Is it ADHD or an Anxiety Disorders?

When you are having some sort of difficulty and you go to get help, the primary goal of the clinician is to figure out the underlying problem or diagnosis. This is not any different when the topic is ADHD, yet figuring out the problem accurately has significant implications when it comes time to provide treatment. Many children and adults have difficulties focusing and paying attention. It is crucial to undersand that not every child or adult who squirms or gets distracted has ADHD. At times, both children and adults are readily tried on medications without taking the time to figure out the underlying problem that is causing the symptoms. At times it is perfetly normal to be distracted, have difficulty focusing or to be forgetful. Of course these are three symptoms of someone who might potentially have ADHD, but they could also be just normal.
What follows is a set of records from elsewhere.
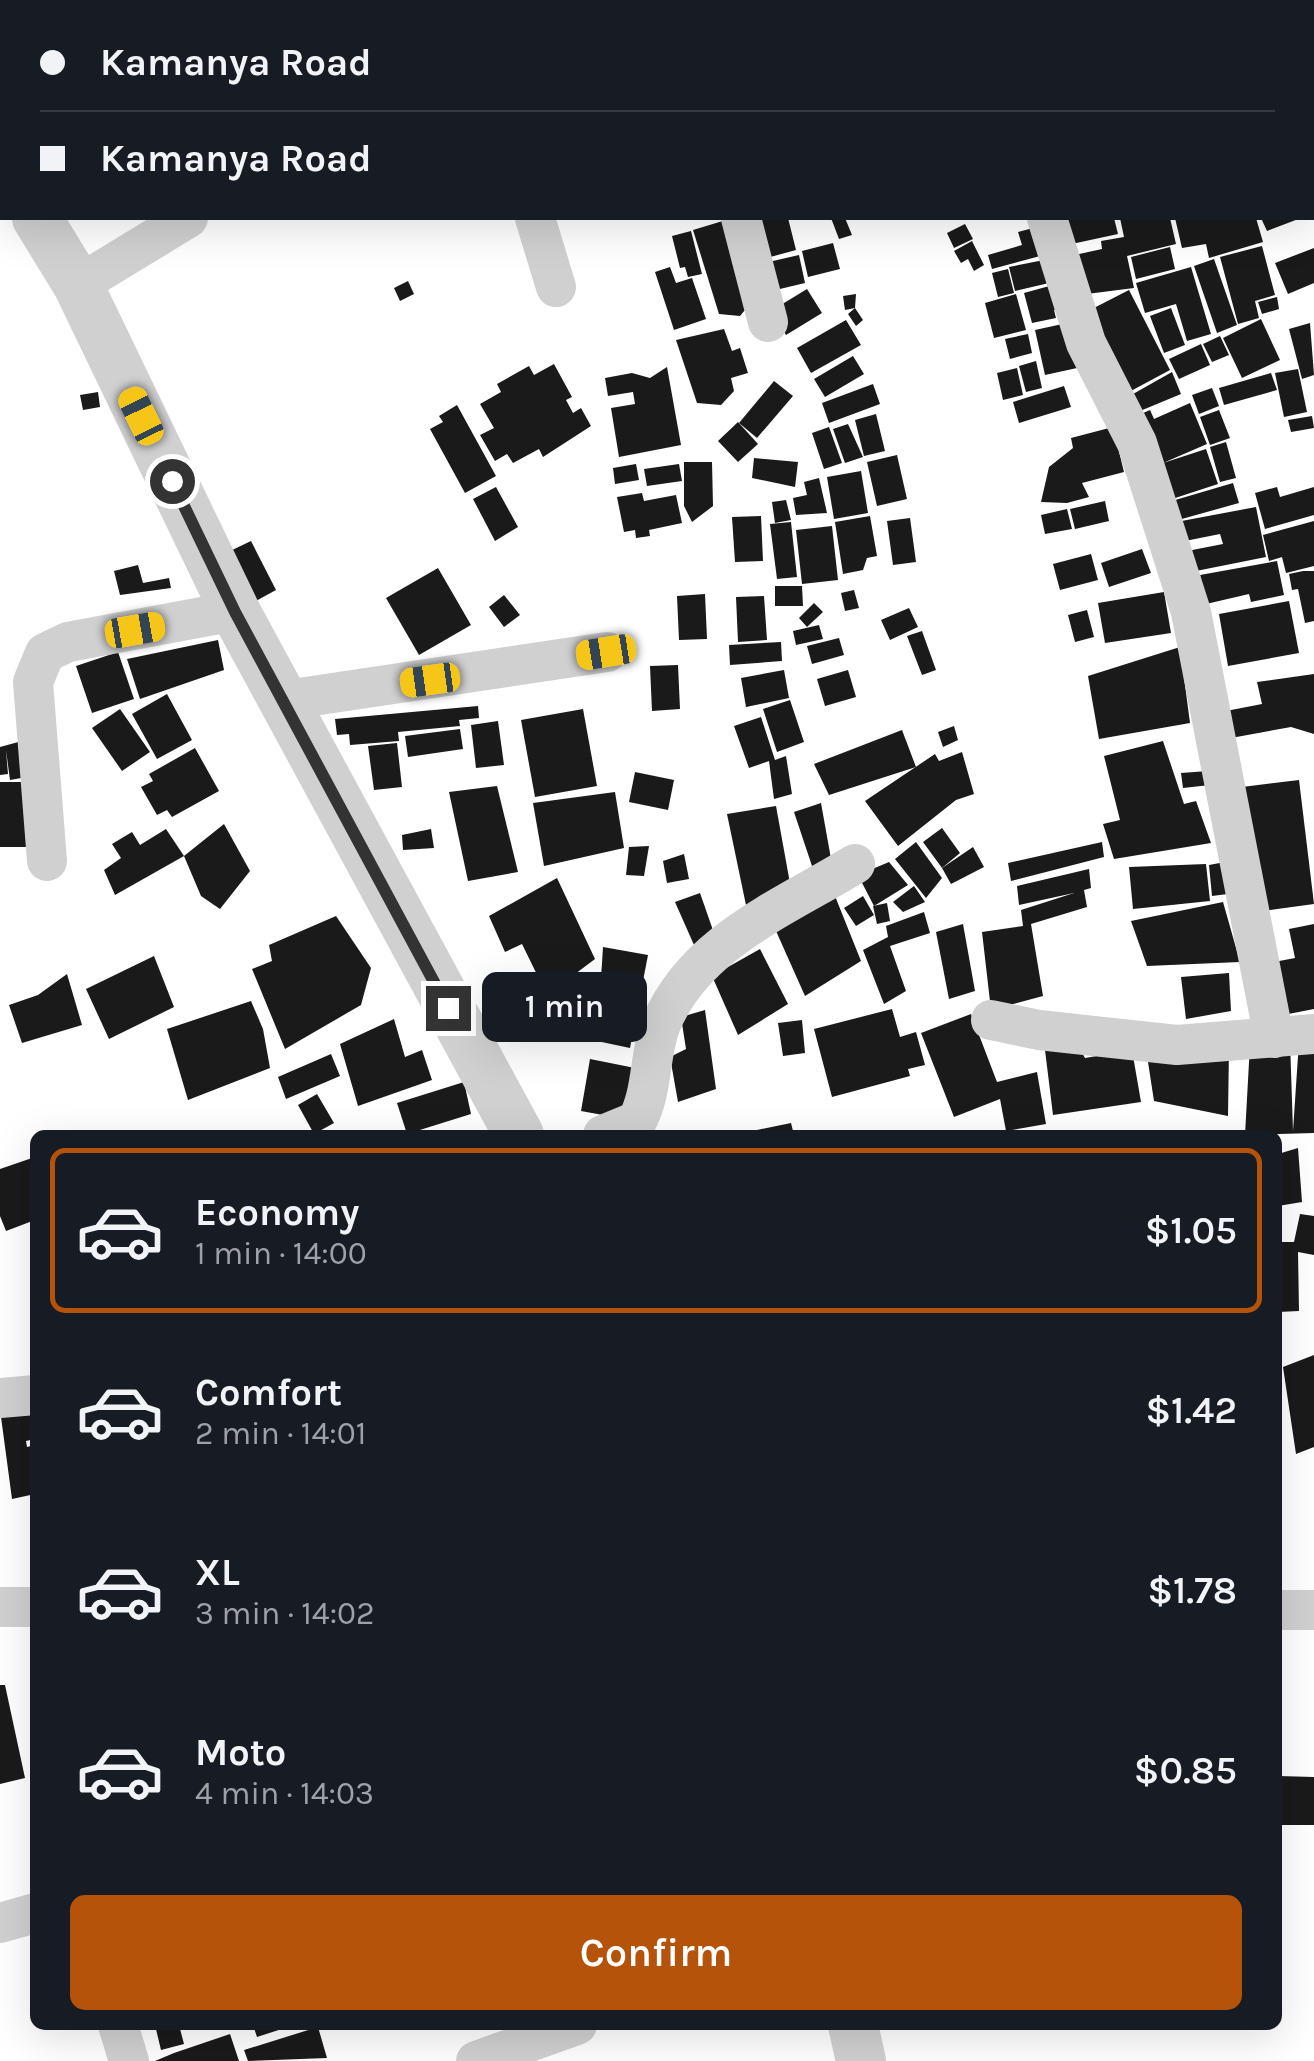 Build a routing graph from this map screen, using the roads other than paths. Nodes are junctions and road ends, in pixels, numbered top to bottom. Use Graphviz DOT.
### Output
graph roads {
  1 [pos="38,220"];
  2 [pos="185,220"];
  3 [pos="536,220"];
  4 [pos="742,220"];
  5 [pos="1048,220"];
  6 [pos="78,286"];
  7 [pos="556,288"];
  8 [pos="768,322"];
  9 [pos="235,612"];
  10 [pos="606,652"];
  11 [pos="286,700"];
  12 [pos="47,861"];
  13 [pos="855,864"];
  14 [pos="991,1020"];
  15 [pos="1314,1034"];
  16 [pos="1274,1038"];
  17 [pos="515,1130"];
  18 [pos="615,1130"];
  19 [pos="30,1395"];
  20 [pos="0,1398"];
  21 [pos="0,1607"];
  22 [pos="30,1607"];
  23 [pos="1282,1610"];
  24 [pos="1314,1610"];
  25 [pos="30,1914"];
  26 [pos="0,1923"];
  27 [pos="120,2030"];
  28 [pos="563,2030"];
  29 [pos="855,2030"];
  30 [pos="130,2061"];
  31 [pos="476,2061"];
  32 [pos="861,2061"];
  1 -- 6 [label="street"];
  2 -- 6 [label="street"];
  3 -- 7 [label="street"];
  4 -- 8 [label="street"];
  5 -- 16 [label="street"];
  6 -- 9 [label="street"];
  9 -- 11 [label="street"];
  9 -- 12 [label="street"];
  10 -- 11 [label="street"];
  11 -- 17 [label="street"];
  13 -- 18 [label="street"];
  14 -- 16 [label="street"];
  15 -- 16 [label="street"];
  19 -- 20 [label="street"];
  21 -- 22 [label="street"];
  23 -- 24 [label="street"];
  25 -- 26 [label="street"];
  27 -- 30 [label="street"];
  28 -- 31 [label="street"];
  29 -- 32 [label="street"];
} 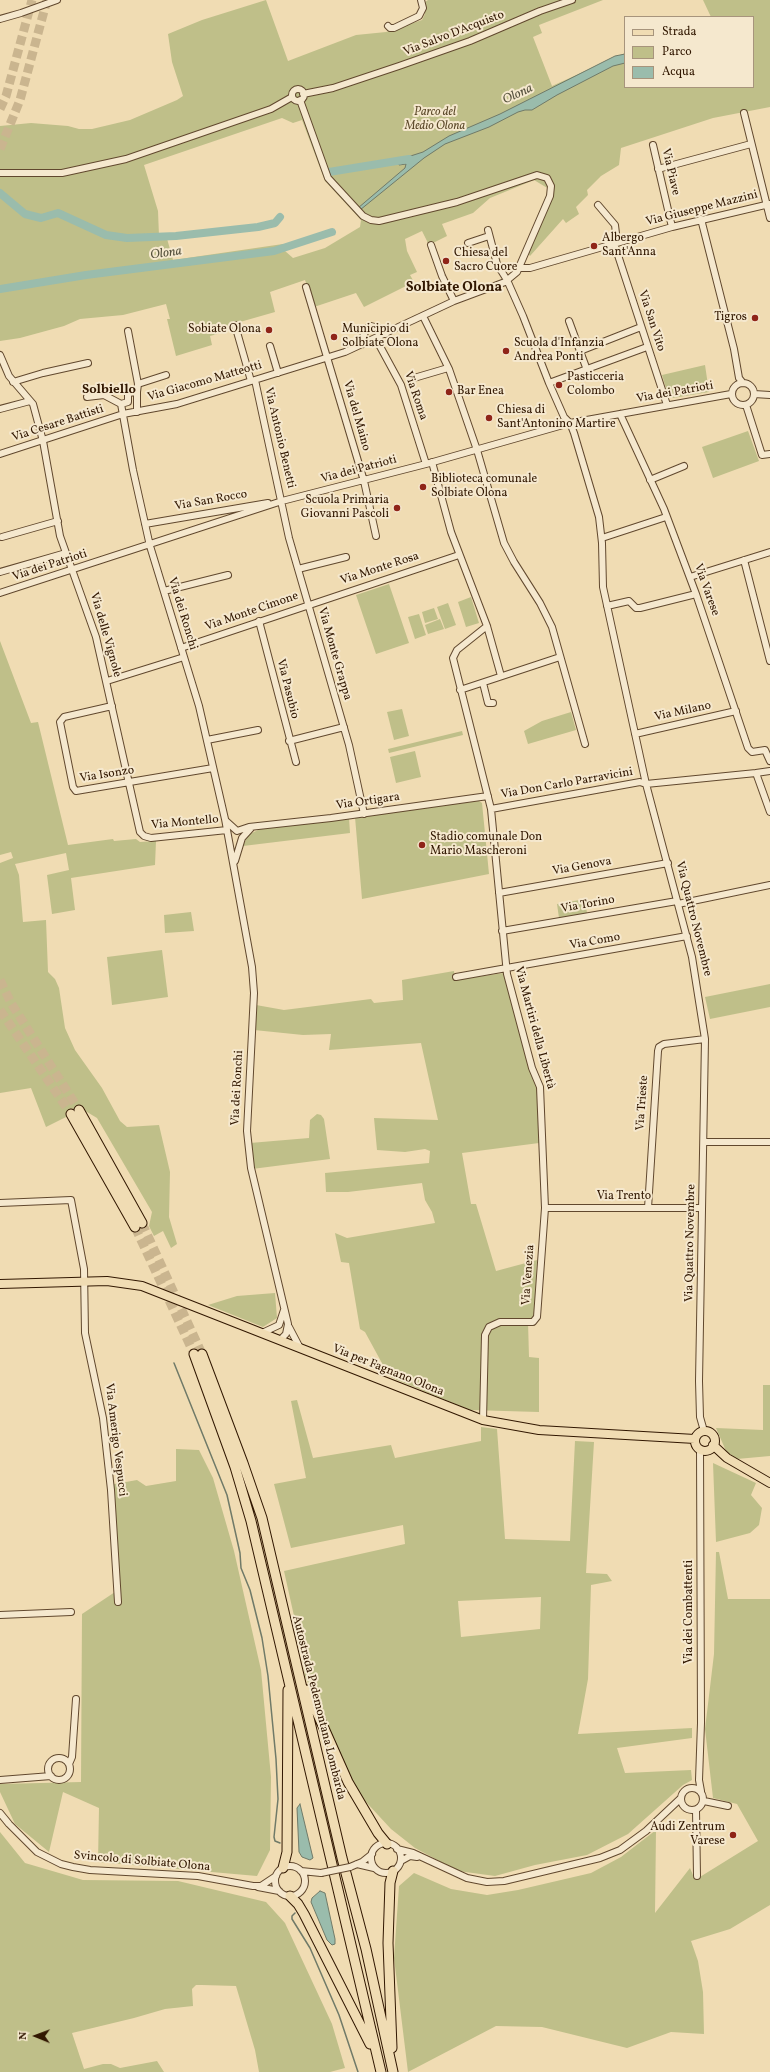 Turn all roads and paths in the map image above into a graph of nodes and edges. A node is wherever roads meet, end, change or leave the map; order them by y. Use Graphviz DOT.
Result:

My primary concern in this article is in differentiating between anxiety and ADHD because both syndromes can mimic each other and there are sometimes challenges in differentiating between the two. It is not uncommon in my practice to see someone for consultation because none of the ADHD medications have helped them so they are looking for the next medication option. This is where there is a tremendous value in getting a thorough diagnostic evaluation to figure out some of the potential reasons for the lack of efficacy of the medications as welll as to confirm the diagnosis.

Anxiety by itself can cause someone to be fidgety, unfocused, easily distracted, forgetful, disorganized, etc... Once again these are some of the hallmark symptoms of ADHD; however they also tend to show up when there is an underlying anxiety disorder. One of the ways to differentiate between the two syndromes is that the aforementioned symptoms tend to be most prominently exhibited in an episodic manner or in a cyclical manner in anxiety. In those who have ADHD, their symptoms tend to be persistent across settings and tend to be consistent over time. The nature of anxiety is that it breeds worries, fears, nervousness, obsessions, compulsions and avoidance behaviors while those with ADHD tend to be impulsive. It is totally possible to suffer from both syndromes which can complicate matters when it comes to treatment. Since both of these syndromes can be so similar, yet have very different treatments, it is imperative to get a thorough evaluation prior to initiating any treatment.